A data frame containing protein expression data.

cols

Columns to use in analysis. It is recommended to use the same ones in the call to cleanet.

cols_plot

Two columns that are used for visual feedback.

cofactor

Parameter for arcsinh transformation used before computing distances. 5 is a good default for mass cytometry data.

threshold

Number between 0 and 1; distances are scaled between 0 and 1 and events whose distance to the origin is smaller than the threshold are flagged.

Value

A binary array with the same length as the number of rows in df.
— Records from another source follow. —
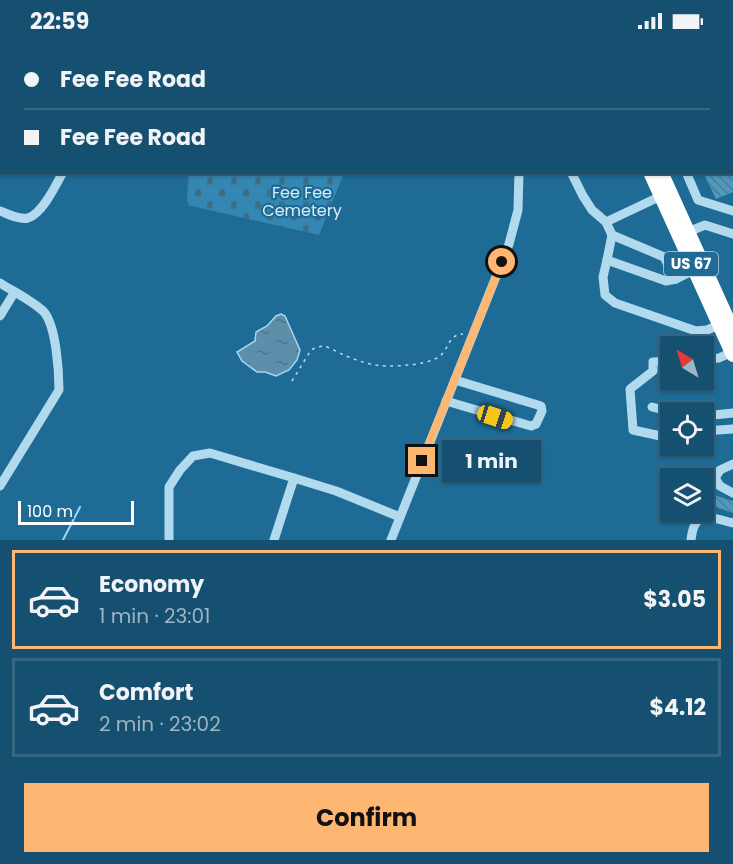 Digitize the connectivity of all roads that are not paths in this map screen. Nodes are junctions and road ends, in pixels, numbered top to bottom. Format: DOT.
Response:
graph roads {
  1 [pos="62,174"];
  2 [pos="519,174"];
  3 [pos="571,174"];
  4 [pos="651,174"];
  5 [pos="662,174"];
  6 [pos="687,174"];
  7 [pos="661,196"];
  8 [pos="0,211"];
  9 [pos="733,211"];
  10 [pos="606,222"];
  11 [pos="688,232"];
  12 [pos="733,234"];
  13 [pos="612,235"];
  14 [pos="607,260"];
  15 [pos="694,270"];
  16 [pos="676,279"];
  17 [pos="0,284"];
  18 [pos="14,293"];
  19 [pos="0,316"];
  20 [pos="720,325"];
  21 [pos="696,331"];
  22 [pos="733,331"];
  23 [pos="698,336"];
  24 [pos="732,354"];
  25 [pos="714,358"];
  26 [pos="660,362"];
  27 [pos="455,380"];
  28 [pos="446,402"];
  29 [pos="652,407"];
  30 [pos="660,409"];
  31 [pos="733,413"];
  32 [pos="714,415"];
  33 [pos="733,429"];
  34 [pos="714,430"];
  35 [pos="660,436"];
  36 [pos="733,464"];
  37 [pos="294,478"];
  38 [pos="0,486"];
  39 [pos="733,492"];
  40 [pos="400,517"];
  41 [pos="733,523"];
  42 [pos="169,540"];
  43 [pos="274,540"];
  44 [pos="391,540"];
  45 [pos="691,540"];
  1 -- 8 [label="street"];
  2 -- 27 [label="street"];
  3 -- 10 [label="street"];
  4 -- 7 [label="highway, US 67"];
  5 -- 11 [label="highway, US 67"];
  6 -- 9 [label="street"];
  7 -- 10 [label="street"];
  7 -- 15 [label="highway, US 67"];
  10 -- 13 [label="street"];
  11 -- 12 [label="street"];
  11 -- 22 [label="highway, US 67"];
  13 -- 14 [label="street"];
  13 -- 16 [label="street"];
  14 -- 16 [label="street"];
  14 -- 21 [label="street"];
  15 -- 16 [label="street"];
  15 -- 20 [label="highway, US 67"];
  17 -- 18 [label="street"];
  18 -- 19 [label="street"];
  18 -- 38 [label="street"];
  20 -- 21 [label="street"];
  20 -- 24 [label="highway, US 67"];
  21 -- 23 [label="street"];
  24 -- 25 [label="street"];
  26 -- 35 [label="street"];
  27 -- 28 [label="street"];
  27 -- 28 [label="street"];
  28 -- 40 [label="street"];
  29 -- 30 [label="street"];
  31 -- 32 [label="street"];
  33 -- 34 [label="street"];
  36 -- 39 [label="street"];
  37 -- 40 [label="street"];
  37 -- 42 [label="street"];
  37 -- 43 [label="street"];
  40 -- 44 [label="street"];
  41 -- 45 [label="street"];
} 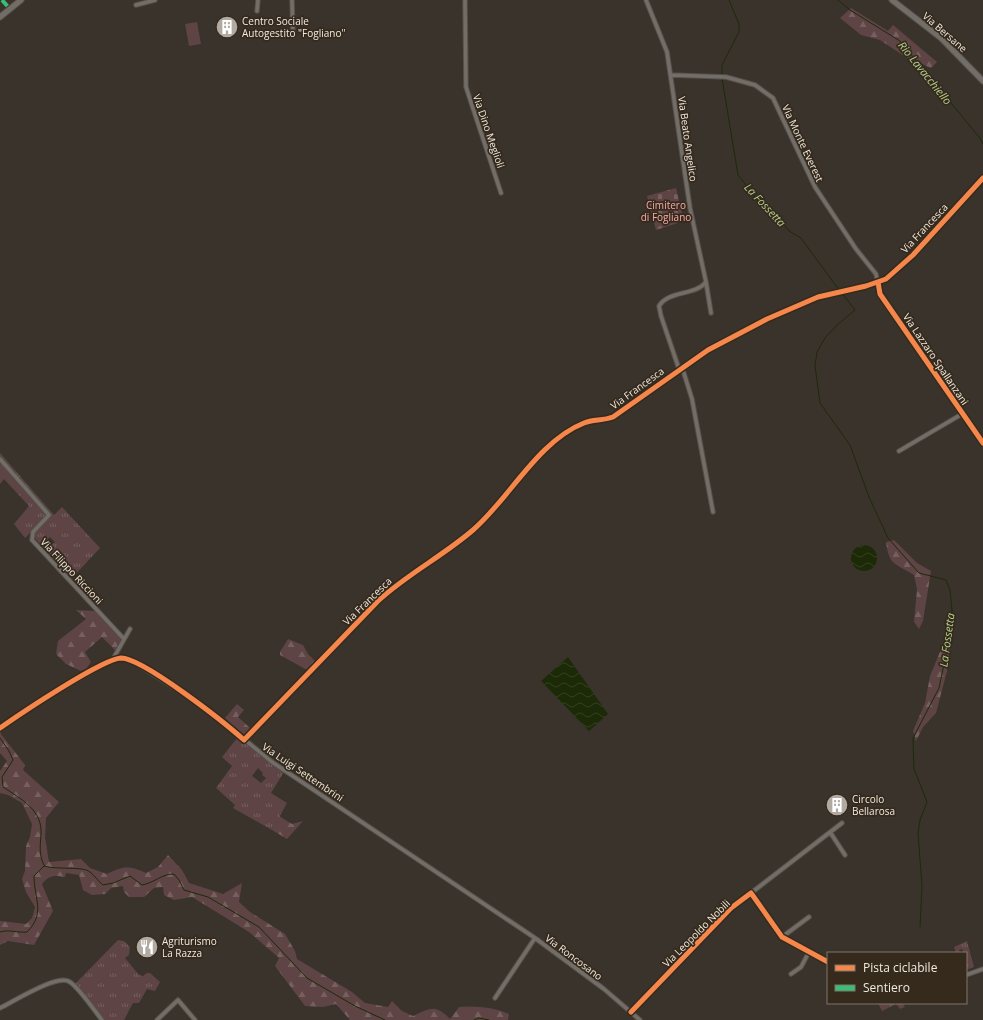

TRUE for debris, FALSE for everything else.

Examples

path <- system.file("extdata", "df_mdipa.csv", package="Cleanet")
df_mdipa <- read.csv(path, check.names=FALSE)
cols <- c("CD45", "CD123", "CD19", "CD11c", "CD16",
          "CD56", "CD294", "CD14", "CD3", "CD20",
          "CD66b", "CD38", "HLA-DR", "CD45RA",
          "DNA1", "DNA2")
is_debris <- filter_debris_cytof(df_mdipa, cols)

Flag debris in flow cytometry data.

Description

Detect events in the lower left corner of FSC-A/SSC-A plots. This function aims for high specificity, but not high sensitivity: for Cleanet's purposes, it suffices to deplete debris, even if not all of it is eliminated.

Usage

filter_debris_flow(df, sum_max = 50000, cols = c("FSC-A", "SSC-A"))

Arguments

df

A data frame containing scattering channels and protein expression data.

sum_max

Numeric; events whose sum of FSC-A and SSC-A is smaller than this value are flagged.

cols

Names of columns to use. This function is intended for use with the area channel of forward and side scatter.

Value

A binary array with the same length as the number of rows in df. TRUE for debris, FALSE for everything else.